A year ago last week the European Commission published a Communication on the licensing of standard essential patents (SEPs). It was an enlightened move to steer a fraught process that has been dogged by litigation, especially in the area of communications technologies.
Lawsuits over the licensing of SEPs for communications chips have by and large involved smart phones. But as growth of the Internet of Things (IoT) gathers pace the number of devices requiring the same communications chips will explode.
Some SEP holders view the IoT as a digital gold rush, and are trying to grab as big a share of the market as possible. There’s nothing wrong with that in itself. Except that in order to maximize their share of the estimated €110 billion in annual revenues generated from the IoT they are exaggerating their role in the innovation process, and at the same time playing down the importance of innovators further down the supply chain.

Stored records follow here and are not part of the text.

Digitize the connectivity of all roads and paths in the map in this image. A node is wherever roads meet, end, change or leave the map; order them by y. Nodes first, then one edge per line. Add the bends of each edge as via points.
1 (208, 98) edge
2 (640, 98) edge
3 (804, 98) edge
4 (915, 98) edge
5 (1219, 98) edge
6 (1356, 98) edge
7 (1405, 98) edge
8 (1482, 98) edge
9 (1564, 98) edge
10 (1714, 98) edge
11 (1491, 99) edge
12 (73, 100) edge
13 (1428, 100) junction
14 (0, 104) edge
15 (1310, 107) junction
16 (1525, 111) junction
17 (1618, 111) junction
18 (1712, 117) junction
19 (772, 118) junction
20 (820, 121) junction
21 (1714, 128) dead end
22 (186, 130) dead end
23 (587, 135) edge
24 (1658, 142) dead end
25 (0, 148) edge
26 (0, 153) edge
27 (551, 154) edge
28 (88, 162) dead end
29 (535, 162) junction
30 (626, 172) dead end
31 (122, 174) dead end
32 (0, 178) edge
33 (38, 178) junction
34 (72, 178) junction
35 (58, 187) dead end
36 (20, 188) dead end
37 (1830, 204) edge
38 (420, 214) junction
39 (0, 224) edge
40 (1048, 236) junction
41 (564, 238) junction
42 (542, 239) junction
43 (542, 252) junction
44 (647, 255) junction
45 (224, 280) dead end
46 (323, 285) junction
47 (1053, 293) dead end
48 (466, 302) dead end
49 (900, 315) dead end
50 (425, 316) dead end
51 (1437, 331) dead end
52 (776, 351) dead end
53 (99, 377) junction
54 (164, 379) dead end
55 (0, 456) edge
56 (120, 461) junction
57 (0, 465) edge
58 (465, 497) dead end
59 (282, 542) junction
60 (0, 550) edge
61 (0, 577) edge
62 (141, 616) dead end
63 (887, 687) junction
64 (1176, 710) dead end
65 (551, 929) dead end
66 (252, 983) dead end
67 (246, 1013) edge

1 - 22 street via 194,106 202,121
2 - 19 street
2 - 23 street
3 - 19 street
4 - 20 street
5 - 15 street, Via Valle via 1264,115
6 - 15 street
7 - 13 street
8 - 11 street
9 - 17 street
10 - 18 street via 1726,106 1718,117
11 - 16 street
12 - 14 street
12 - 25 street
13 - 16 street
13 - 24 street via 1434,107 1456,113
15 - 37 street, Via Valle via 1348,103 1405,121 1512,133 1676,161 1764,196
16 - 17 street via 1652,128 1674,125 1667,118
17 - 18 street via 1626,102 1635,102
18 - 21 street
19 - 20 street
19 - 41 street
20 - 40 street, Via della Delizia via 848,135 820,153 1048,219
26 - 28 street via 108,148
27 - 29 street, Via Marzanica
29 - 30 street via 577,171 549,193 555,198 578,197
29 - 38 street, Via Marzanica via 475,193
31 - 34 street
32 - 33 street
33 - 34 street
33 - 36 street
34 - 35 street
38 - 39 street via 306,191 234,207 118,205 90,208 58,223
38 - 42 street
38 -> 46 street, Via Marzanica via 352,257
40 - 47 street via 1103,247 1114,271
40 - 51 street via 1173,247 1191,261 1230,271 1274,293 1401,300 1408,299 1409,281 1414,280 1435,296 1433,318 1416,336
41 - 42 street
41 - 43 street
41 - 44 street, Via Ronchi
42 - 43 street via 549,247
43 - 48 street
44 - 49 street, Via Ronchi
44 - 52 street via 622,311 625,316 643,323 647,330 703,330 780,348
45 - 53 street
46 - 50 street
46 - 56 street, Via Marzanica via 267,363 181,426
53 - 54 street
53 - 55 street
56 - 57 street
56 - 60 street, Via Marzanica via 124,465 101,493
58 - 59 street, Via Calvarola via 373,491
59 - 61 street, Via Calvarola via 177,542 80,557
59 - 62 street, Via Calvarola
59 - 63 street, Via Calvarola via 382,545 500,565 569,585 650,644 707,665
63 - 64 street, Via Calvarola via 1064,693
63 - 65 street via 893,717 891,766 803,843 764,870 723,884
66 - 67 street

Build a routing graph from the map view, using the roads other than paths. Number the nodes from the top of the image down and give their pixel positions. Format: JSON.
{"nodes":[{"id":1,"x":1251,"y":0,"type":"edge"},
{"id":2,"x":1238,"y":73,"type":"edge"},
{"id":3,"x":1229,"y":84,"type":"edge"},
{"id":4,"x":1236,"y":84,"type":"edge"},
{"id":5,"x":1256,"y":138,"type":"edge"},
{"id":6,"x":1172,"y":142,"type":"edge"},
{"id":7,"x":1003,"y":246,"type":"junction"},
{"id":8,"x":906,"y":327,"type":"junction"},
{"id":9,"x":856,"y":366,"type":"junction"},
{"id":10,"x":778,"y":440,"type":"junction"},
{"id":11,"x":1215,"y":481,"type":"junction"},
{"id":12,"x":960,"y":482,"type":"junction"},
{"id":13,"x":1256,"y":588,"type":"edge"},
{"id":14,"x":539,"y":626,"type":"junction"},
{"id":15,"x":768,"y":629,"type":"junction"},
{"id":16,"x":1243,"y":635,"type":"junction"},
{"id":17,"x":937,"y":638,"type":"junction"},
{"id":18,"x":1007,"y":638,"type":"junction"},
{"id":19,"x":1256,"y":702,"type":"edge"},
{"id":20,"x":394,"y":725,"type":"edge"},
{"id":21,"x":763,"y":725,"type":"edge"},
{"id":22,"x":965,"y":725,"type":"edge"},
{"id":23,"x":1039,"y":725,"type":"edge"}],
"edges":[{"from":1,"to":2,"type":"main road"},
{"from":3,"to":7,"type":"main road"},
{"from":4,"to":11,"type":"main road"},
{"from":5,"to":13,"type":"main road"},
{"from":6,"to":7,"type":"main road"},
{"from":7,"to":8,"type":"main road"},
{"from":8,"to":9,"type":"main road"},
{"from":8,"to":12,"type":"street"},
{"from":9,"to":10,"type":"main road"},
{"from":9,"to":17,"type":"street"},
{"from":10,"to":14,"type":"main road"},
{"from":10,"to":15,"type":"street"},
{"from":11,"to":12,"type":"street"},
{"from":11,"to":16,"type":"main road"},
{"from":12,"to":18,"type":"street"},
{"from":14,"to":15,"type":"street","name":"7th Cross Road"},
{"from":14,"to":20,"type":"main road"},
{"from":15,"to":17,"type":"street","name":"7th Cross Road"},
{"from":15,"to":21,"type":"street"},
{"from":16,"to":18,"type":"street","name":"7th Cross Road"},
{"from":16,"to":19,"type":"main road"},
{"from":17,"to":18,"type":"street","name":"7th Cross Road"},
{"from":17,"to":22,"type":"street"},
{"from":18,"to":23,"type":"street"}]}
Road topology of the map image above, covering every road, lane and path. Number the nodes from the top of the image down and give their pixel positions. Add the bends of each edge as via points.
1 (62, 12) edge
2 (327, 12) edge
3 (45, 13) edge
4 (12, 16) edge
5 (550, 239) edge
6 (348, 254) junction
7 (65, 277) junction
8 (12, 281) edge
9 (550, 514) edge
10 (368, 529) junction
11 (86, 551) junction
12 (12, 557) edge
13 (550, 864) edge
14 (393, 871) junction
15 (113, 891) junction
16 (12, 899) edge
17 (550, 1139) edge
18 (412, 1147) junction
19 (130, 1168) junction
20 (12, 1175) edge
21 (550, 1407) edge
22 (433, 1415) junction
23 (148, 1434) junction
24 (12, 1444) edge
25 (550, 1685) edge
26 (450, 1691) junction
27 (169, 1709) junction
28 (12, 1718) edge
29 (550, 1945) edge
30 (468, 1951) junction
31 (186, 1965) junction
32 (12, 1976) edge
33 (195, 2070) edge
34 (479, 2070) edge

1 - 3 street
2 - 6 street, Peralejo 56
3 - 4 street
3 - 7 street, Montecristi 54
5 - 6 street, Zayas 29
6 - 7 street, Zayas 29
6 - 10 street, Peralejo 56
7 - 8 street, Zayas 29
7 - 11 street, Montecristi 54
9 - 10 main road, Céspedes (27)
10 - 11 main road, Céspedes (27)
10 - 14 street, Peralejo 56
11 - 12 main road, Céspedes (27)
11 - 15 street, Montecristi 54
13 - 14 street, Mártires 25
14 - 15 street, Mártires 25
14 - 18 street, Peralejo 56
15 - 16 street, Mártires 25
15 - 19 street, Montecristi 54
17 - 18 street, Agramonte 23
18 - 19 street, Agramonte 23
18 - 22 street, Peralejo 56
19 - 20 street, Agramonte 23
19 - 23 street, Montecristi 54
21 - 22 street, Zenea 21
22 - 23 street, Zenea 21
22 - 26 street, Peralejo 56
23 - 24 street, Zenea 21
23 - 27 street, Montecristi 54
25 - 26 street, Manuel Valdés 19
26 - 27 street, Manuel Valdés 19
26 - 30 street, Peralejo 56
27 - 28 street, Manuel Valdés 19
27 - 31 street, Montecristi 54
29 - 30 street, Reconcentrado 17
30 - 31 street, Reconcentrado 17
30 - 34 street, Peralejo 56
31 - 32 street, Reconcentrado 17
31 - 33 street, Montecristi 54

A year on from the publication of the Commission’s SEP Communication not much has changed in the market, or in the court rooms around the world, that still face a queue of disputes to deal with.
Upstream SEP Holders Still Retain Control, But for How Long?
While the topic is on the radar of other important jurisdictions such as the US and Japan, Europe has followed through on its pledge to set up a group of experts to help oversee the SEP licensing process and to put the thinking laid out in the Commission’s Communication into practice.
As representatives of app developers that need access to the standardized communications technologies we were apprehensive when we saw the list of 15 experts. On paper it looks skewed in favor of upstream SEP holders.
However, after the first meeting of the Expert Group two weeks ago expecting that this group will play a positive role in improving the SEP licensing landscape. Here’s why.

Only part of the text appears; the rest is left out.